Assigned task: Using the listing below, please gather every line containing the word "then".

┌──

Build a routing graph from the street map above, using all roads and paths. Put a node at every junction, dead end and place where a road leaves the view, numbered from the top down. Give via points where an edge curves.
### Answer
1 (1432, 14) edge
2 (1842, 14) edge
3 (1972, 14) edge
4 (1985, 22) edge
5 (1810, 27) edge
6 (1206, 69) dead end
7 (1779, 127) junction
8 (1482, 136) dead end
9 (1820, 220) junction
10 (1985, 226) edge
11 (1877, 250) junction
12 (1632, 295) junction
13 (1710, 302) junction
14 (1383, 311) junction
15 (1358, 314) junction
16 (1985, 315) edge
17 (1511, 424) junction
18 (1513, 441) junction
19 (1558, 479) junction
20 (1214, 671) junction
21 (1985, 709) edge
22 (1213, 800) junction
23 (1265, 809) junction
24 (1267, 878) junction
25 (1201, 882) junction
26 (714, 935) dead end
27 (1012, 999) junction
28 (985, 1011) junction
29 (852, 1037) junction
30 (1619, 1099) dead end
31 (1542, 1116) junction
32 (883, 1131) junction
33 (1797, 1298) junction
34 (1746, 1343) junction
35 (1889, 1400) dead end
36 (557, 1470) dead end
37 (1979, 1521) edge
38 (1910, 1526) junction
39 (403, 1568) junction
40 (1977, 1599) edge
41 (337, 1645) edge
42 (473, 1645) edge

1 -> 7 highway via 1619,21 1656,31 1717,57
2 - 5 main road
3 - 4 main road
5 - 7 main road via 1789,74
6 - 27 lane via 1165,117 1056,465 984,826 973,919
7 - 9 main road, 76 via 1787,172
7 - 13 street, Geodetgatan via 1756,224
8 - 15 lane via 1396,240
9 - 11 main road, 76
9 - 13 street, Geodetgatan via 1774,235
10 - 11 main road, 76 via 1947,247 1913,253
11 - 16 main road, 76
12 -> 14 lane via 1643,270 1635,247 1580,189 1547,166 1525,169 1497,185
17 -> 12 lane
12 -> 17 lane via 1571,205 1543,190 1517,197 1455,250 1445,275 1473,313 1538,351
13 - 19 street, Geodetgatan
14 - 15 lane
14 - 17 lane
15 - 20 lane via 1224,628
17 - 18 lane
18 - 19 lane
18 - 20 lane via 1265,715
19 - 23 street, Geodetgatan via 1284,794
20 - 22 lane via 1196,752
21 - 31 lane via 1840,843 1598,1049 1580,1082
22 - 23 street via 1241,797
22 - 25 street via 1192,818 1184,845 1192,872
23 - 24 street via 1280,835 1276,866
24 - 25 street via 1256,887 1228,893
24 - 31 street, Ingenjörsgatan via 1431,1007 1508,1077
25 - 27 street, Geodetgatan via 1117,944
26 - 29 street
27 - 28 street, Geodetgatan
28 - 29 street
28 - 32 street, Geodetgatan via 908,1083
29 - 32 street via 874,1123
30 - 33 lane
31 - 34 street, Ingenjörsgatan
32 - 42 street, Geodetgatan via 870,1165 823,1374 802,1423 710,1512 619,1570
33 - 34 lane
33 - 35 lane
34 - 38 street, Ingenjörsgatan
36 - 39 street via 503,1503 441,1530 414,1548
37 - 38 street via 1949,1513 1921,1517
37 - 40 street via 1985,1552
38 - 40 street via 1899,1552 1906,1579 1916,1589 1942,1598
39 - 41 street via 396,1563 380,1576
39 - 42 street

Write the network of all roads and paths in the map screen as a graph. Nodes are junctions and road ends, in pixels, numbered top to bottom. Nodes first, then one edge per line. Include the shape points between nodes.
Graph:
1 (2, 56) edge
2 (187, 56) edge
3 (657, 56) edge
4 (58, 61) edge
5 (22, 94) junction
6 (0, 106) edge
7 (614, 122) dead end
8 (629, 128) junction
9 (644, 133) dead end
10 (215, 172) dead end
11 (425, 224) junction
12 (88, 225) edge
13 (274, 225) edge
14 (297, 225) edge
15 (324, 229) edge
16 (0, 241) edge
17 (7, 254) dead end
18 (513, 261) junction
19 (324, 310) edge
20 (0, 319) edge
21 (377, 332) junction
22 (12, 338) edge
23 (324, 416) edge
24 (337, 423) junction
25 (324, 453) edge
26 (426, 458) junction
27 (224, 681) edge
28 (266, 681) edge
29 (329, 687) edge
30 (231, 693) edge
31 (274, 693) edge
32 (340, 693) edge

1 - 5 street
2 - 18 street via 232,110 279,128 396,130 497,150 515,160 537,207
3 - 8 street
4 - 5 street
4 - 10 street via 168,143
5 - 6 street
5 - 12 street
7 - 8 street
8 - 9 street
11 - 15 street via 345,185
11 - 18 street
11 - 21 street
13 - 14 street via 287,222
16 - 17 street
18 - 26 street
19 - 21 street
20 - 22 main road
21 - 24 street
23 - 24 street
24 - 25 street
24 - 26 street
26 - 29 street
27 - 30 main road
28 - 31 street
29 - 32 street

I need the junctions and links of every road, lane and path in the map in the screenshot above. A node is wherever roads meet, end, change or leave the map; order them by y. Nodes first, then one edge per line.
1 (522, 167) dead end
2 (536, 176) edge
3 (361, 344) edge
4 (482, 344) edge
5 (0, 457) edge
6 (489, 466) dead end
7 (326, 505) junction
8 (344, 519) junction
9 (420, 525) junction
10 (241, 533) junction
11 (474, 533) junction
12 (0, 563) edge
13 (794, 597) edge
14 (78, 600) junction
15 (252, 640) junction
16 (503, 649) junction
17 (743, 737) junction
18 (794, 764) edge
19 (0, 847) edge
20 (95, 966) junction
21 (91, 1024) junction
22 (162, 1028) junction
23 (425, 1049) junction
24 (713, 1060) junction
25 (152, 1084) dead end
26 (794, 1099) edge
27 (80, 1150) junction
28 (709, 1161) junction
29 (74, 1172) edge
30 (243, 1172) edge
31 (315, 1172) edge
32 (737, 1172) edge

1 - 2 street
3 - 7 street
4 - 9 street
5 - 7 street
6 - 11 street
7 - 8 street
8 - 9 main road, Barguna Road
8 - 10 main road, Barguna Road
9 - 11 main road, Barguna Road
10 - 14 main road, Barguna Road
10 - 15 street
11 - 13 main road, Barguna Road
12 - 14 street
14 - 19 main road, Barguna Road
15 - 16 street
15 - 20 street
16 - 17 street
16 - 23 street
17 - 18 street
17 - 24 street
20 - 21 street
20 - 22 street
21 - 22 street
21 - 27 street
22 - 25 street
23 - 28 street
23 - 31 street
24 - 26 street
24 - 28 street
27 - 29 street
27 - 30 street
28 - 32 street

└──

Exercise response:
Write the network of all roads and paths in the map screen as a graph. Nodes are junctions and road ends, in pixels, numbered top to bottom. Nodes first, then one edge per line. Include the shape points between nodes.
I need the junctions and links of every road, lane and path in the map in the screenshot above. A node is wherever roads meet, end, change or leave the map; order them by y. Nodes first, then one edge per line.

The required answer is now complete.